- Born: 27 June 1926 New York City
- Died: 19 January 1991 (aged 64) Boston
- Education: Princeton
- Known for: Gross–Pitaevskii equation, Bhatnagar–Gross–Krook operator
- Scientific career
- Workplaces: Harvard, Massachusetts Institute of Technology, Syracuse University, Brandeis University, Sapienza University of Rome
- Thesis: Theory of Plasma Oscillations (1949)
- Doctoral advisor: David Bohm
- Doctoral students: Daniel Amit

= Eugene P. Gross =

Eugene Paul Gross (27 June 1926 – 19 January 1991) was a theoretical physicist and Edward and Gertrude Swartz professor at Brandeis University, known for his contribution to the Bhatnagar-Gross-Krook (BGK) collision model used in the Boltzmann equation and in lattice Boltzmann methods and to the Gross–Pitaevskii equation which describes the ground state of a quantum system of identical bosons.

== Education and work ==
Gross obtained his Ph.D. at Princeton in 1948, where he was one of the first graduate students of David Bohm.

Gross was Carnegie Fellow at Harvard from 1948 to 1949 and research associate at the Massachusetts Institute of Technology from 1950 to 1951. Subsequently, until 1954, he was a staff member at the Laboratory for Insulation Research and from 1954 to 1956 assistant professor at Syracuse University.

In 1956 Gross was appointed associate professor at Brandeis University, where he became full professor in 1961.

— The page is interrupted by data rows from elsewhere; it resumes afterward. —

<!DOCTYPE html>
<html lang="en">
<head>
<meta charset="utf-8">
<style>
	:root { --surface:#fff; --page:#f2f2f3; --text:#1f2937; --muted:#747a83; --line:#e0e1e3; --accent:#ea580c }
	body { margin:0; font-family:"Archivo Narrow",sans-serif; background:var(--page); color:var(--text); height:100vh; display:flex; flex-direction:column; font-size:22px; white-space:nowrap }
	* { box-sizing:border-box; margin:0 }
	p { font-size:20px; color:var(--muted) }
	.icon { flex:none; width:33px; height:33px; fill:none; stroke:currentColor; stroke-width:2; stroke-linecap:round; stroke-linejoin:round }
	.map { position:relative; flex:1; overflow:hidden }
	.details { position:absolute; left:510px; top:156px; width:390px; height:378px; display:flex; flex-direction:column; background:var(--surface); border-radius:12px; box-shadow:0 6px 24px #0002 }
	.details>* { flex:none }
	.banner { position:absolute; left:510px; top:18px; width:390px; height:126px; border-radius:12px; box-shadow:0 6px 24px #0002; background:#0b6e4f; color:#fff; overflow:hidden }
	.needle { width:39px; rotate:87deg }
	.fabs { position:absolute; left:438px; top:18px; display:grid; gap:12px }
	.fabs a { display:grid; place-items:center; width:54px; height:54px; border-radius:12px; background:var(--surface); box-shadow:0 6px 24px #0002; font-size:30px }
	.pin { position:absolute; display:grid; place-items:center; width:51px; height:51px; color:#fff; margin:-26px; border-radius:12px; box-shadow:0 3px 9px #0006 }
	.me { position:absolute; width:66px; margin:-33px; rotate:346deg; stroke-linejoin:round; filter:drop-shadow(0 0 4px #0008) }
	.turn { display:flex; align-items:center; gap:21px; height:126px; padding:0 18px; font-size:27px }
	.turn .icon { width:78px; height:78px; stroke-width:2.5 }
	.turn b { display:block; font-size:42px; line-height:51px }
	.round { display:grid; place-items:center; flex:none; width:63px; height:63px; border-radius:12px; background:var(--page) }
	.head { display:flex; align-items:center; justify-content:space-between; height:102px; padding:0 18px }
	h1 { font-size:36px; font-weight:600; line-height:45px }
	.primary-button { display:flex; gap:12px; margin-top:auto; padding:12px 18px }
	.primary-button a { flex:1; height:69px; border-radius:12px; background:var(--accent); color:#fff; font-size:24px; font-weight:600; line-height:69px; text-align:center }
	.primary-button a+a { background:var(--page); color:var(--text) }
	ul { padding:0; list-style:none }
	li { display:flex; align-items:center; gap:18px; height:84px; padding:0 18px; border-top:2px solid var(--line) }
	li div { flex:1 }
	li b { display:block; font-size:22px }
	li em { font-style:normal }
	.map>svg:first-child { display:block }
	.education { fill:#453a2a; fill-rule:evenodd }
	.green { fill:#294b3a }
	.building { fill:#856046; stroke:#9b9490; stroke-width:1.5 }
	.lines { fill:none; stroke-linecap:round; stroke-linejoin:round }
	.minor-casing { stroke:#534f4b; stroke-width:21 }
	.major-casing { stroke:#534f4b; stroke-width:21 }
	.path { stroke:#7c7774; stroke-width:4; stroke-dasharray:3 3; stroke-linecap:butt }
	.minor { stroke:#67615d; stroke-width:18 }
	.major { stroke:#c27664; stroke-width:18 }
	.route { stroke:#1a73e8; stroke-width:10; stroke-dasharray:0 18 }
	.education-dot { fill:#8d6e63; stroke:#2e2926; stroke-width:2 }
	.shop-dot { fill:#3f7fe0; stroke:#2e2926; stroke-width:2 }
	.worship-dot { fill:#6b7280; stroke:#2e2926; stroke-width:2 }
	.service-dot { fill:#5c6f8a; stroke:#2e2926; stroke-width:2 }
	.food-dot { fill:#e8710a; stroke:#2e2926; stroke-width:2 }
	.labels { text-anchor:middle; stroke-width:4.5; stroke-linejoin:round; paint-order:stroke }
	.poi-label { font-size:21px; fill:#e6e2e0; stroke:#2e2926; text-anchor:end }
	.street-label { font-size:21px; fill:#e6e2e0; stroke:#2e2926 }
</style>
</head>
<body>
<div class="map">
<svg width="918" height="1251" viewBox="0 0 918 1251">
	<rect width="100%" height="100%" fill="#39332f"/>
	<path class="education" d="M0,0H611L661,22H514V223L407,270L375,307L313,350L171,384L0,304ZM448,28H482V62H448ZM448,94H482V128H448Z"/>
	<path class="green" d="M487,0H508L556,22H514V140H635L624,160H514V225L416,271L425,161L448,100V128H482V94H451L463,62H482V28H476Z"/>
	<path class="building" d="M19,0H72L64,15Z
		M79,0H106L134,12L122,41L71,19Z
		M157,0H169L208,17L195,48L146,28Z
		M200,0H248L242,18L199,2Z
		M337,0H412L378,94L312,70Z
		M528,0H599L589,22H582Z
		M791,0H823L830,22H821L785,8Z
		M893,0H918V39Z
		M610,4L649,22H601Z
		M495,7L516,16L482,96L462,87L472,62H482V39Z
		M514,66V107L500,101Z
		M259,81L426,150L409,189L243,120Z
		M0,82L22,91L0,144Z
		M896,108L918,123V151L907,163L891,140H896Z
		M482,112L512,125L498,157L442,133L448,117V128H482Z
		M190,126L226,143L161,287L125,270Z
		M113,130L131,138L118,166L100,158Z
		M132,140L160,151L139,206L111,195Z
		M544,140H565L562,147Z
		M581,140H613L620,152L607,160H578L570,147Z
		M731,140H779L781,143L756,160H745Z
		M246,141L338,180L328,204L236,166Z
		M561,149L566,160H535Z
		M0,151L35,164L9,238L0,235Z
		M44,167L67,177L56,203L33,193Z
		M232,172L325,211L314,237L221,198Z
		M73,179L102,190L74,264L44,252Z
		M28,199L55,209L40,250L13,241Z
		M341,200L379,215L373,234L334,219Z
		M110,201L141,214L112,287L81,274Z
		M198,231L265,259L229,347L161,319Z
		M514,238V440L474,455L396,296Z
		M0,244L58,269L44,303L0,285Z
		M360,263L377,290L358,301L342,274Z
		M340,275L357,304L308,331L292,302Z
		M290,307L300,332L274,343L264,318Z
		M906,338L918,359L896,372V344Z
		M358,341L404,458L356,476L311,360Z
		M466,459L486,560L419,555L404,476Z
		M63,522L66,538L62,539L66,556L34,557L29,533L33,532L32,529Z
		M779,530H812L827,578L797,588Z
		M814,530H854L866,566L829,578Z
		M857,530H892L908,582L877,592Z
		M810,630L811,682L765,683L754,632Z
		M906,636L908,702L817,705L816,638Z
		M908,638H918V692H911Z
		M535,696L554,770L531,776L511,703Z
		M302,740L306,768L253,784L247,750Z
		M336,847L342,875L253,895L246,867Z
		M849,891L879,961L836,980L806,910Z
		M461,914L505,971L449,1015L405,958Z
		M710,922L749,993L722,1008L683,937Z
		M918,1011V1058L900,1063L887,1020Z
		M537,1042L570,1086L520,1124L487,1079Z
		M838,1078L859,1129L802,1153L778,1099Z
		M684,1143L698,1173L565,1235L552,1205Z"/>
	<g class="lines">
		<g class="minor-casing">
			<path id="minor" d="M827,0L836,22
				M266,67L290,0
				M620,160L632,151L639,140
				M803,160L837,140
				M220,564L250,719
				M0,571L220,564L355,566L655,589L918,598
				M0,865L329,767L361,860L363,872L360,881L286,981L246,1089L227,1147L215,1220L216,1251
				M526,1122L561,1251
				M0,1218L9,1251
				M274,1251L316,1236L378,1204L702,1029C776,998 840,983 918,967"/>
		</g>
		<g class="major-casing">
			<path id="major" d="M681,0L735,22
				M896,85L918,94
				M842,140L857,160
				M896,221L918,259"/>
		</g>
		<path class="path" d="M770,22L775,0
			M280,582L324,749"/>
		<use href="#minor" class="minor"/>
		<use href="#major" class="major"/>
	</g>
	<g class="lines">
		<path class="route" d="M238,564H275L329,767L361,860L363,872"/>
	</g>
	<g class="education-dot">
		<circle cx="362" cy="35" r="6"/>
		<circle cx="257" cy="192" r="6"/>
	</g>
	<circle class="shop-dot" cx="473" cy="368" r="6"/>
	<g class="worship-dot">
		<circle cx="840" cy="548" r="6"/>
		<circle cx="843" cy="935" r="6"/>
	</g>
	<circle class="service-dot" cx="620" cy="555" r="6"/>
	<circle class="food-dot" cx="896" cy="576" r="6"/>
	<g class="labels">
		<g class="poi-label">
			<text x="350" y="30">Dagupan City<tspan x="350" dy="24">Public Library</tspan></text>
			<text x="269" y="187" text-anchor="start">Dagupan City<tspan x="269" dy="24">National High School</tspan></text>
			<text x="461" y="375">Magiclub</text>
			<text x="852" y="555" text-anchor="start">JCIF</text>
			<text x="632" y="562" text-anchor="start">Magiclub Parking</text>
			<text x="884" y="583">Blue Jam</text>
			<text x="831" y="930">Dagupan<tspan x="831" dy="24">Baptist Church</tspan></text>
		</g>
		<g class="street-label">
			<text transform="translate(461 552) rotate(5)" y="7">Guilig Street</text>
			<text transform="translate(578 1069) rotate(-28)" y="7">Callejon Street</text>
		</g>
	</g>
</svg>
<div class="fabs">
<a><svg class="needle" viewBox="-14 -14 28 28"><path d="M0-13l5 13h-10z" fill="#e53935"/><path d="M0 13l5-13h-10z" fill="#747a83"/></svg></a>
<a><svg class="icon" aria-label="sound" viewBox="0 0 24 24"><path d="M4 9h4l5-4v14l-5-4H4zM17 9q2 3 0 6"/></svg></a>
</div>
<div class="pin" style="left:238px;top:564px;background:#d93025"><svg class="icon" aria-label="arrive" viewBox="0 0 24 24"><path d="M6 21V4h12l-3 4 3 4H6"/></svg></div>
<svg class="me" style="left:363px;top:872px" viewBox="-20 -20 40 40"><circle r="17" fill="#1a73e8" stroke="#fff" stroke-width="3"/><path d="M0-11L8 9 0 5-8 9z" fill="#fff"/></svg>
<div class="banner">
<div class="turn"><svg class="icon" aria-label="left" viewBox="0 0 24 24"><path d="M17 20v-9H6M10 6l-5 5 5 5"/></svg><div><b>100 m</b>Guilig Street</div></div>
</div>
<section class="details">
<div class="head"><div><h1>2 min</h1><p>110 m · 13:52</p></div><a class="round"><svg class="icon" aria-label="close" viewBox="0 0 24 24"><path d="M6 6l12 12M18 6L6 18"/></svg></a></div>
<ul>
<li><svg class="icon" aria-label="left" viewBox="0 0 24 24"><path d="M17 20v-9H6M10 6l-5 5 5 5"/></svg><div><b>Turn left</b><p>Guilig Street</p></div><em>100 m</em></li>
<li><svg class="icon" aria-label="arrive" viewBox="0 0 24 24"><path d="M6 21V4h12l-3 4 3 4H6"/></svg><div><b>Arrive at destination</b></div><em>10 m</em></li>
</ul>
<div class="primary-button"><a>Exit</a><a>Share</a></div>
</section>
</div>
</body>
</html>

From 1963 to 1964 he was a Fulbright Scholar at the University of Rome in Italy, and from 1969 to 1970 visiting professor at the Massachusetts Institute of Technology. He held the Edward and Gertrude Swartz chair of Theoretical Physics since 1976 and chaired Brandeis University's department of physics from 1977 to 1979.

With Prabhu L. Bhatnagar and Max Krook, Gross introduced the Bhatnagar–Gross–Krook operator in a paper in Physical Review in 1954.
In 1961 Gross and separately Lev Pitaevskii presented what is now known as the Gross–Pitaevskii equation.

His fields of research pertained to quantum liquids, plasmas, solids, liquid helium and the kinetic theory of gases.

Gross published over 80 scientific articles, including work with Bohm published 1949/1950 and work with P. L. Bhatnagar and M. Krook of 1954.